# Kinematic problem

1. Mar 18, 2012

### HWGXX7

Hello,

I'am doing some selfstudy to aqcuire more experience with mechanics. I got a geat book I'am currently reading. But got stuck in a question I can't answer...

I hope you guys can get me on the good track, just need an approach to tackle te problem. Did already solve problems,but this one seems odd to me...So I wait for good tips.

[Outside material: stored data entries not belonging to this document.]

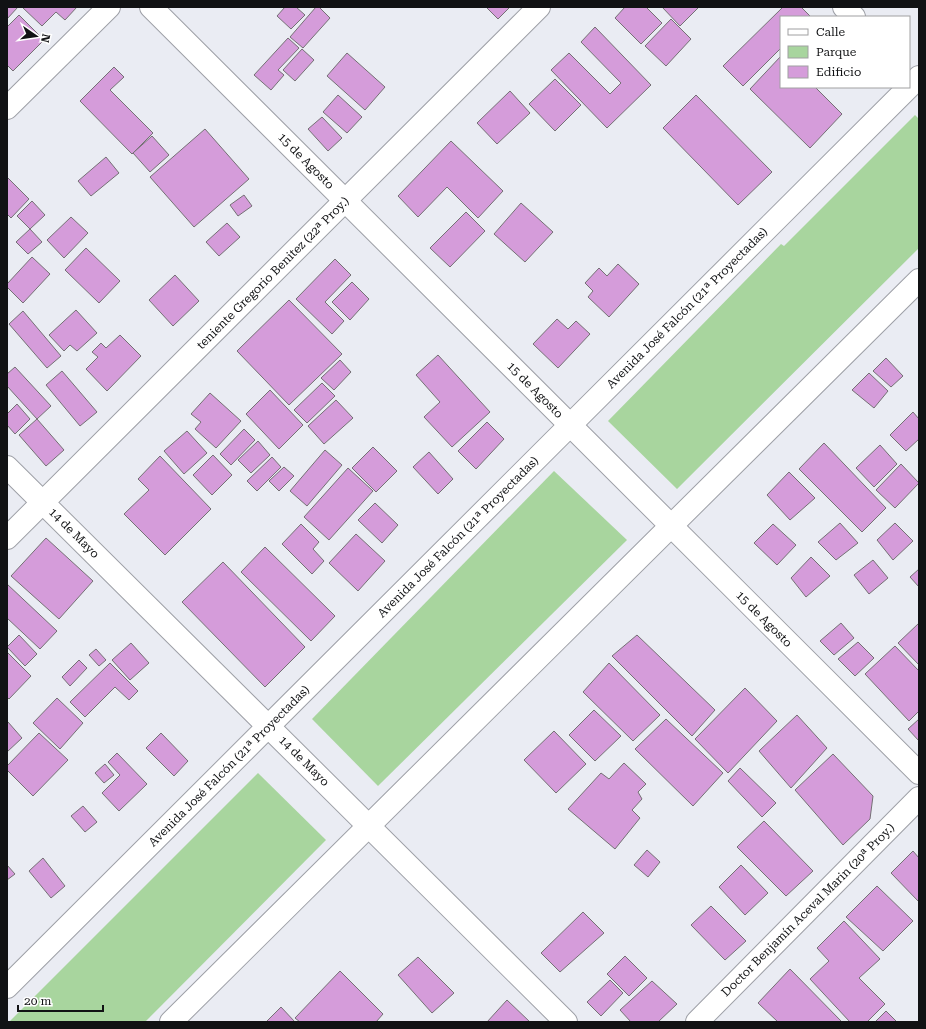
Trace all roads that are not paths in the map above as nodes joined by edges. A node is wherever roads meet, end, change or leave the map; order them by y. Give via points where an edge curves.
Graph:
1 (110, 7) edge
2 (151, 7) edge
3 (539, 7) edge
4 (844, 7) edge
5 (853, 16) edge
6 (905, 88) edge
7 (7, 108) edge
8 (345, 201) junction
9 (919, 280) edge
10 (570, 425) junction
11 (7, 467) edge
12 (43, 503) junction
13 (671, 526) junction
14 (7, 538) edge
15 (269, 726) junction
16 (919, 773) edge
17 (919, 798) edge
18 (369, 826) junction
19 (7, 988) edge
20 (171, 1022) edge
21 (566, 1022) edge
22 (696, 1022) edge

1 - 7 street
2 - 8 street, 15 de Agosto
3 - 8 street, teniente Gregorio Benitez (22ª Proy.)
4 - 5 street
6 - 10 street, Avenida José Falcón (21ª Proyectadas)
8 - 10 street, 15 de Agosto
8 - 12 street, teniente Gregorio Benitez (22ª Proy.)
9 - 13 street
10 - 13 street, 15 de Agosto
10 - 15 street, Avenida José Falcón (21ª Proyectadas)
11 - 12 street, 14 de Mayo
12 - 14 street, teniente Gregorio Benitez (22ª Proy.)
12 - 15 street, 14 de Mayo
13 - 16 street, 15 de Agosto
13 - 18 street
15 - 18 street, 14 de Mayo
15 - 19 street, Avenida José Falcón (21ª Proyectadas)
17 - 22 street, Doctor Benjamín Aceval Marin (20ª Proy.)
18 - 20 street
18 - 21 street, 14 de Mayo

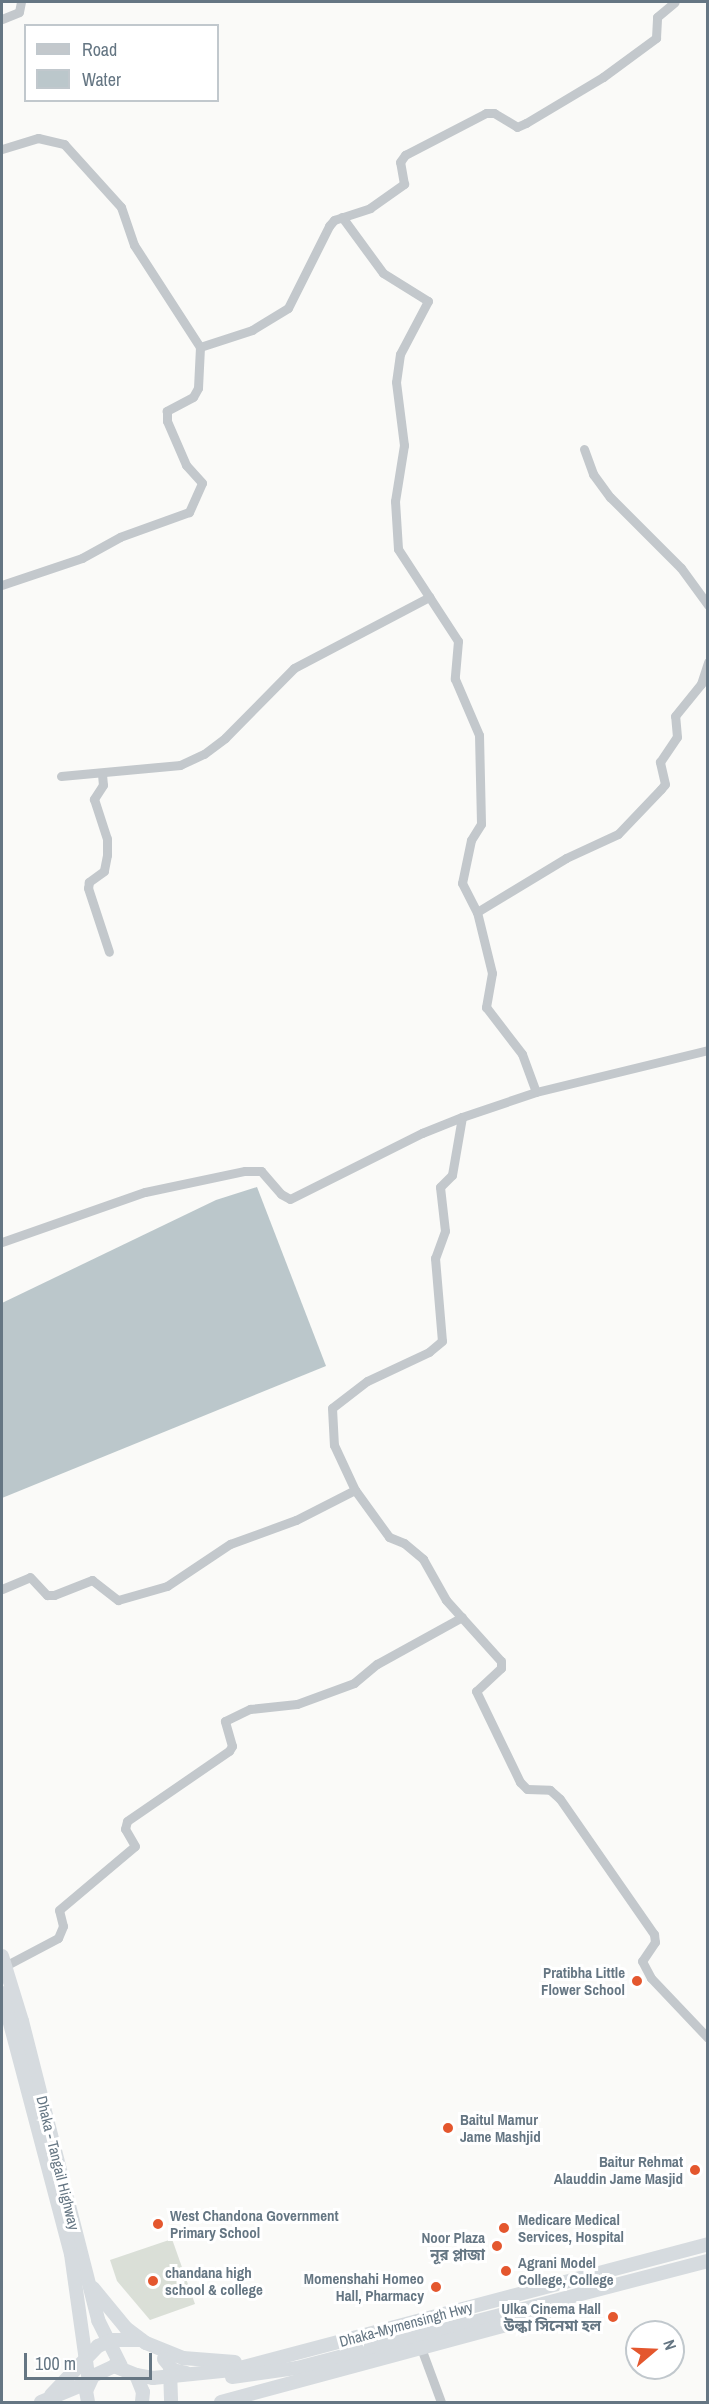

Thank you.

2. Mar 18, 2012

### jehan60188

you have an initial velocity/position 200*10^3, 600
you know that deceleration is constant
you have a final velocity/position 50e3, 586

find the time it takes to go 14 feet with constant deceleration from 200e3 to 50e3

then, at 30 meters, he decelerates again, to zero m/s
so find that time, and sum them up

3. Mar 19, 2012

### HWGXX7

$$a=constant, v(t)=-a.t+v_{0}, x(t)=-a\frac{t^{2}}{2}+v_{0}.t+x_{0}$$
Initial conditions:
$$v_{0}=55.56 m/s$$
$$x_{0}=0 m$$
Situation after $$t_{1} sec.$$:
$$v(t_{1})=13.89 m/s$$
$$x_(t_{1})=14 m$$

Rewrite equations:
$$-a.t_{1}=13.89-55.56=-41.67 m/s$$
$$14=(-41.67).\frac{t_{1}}{2}+55.56.t_{1}=(-20.84+55.56).t_{1}$$

Solution:
$$t_{1}=0.4032 sec.$$
This answer is the input to the velocity equation to get the constant decceleration, wich is $$103.3m/s^{2}$$

Travel time to reach the 30m position: $$\frac{556m}{13.89 m/s} = 40.03 s$$

Total travel time so far: $$40.43 s$$
The decceleration time tot reach ground level can be get with the same procedure.
Total travel time: $$44.73 s$$

Thank for the good help, relative easy problem actually.